▶ _YOUR INSTRUCTIONS_:
A verbatim copy of the listing is the expected output.

▶ _DATA FOR THIS EXERCISE_:
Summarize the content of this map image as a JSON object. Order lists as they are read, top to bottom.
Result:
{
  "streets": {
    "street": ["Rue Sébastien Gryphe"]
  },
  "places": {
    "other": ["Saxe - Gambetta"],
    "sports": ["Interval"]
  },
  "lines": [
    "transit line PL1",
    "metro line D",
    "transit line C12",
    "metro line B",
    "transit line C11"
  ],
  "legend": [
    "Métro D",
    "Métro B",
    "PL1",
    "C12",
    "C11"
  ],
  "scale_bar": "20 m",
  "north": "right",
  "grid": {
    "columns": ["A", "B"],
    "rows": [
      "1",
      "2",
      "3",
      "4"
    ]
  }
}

▶ _ANSWER BELOW_:
Summarize the content of this map image as a JSON object. Order lists as they are read, top to bottom.
Result:
{
  "streets": {
    "street": ["Rue Sébastien Gryphe"]
  },
  "places": {
    "other": ["Saxe - Gambetta"],
    "sports": ["Interval"]
  },
  "lines": [
    "transit line PL1",
    "metro line D",
    "transit line C12",
    "metro line B",
    "transit line C11"
  ],
  "legend": [
    "Métro D",
    "Métro B",
    "PL1",
    "C12",
    "C11"
  ],
  "scale_bar": "20 m",
  "north": "right",
  "grid": {
    "columns": ["A", "B"],
    "rows": [
      "1",
      "2",
      "3",
      "4"
    ]
  }
}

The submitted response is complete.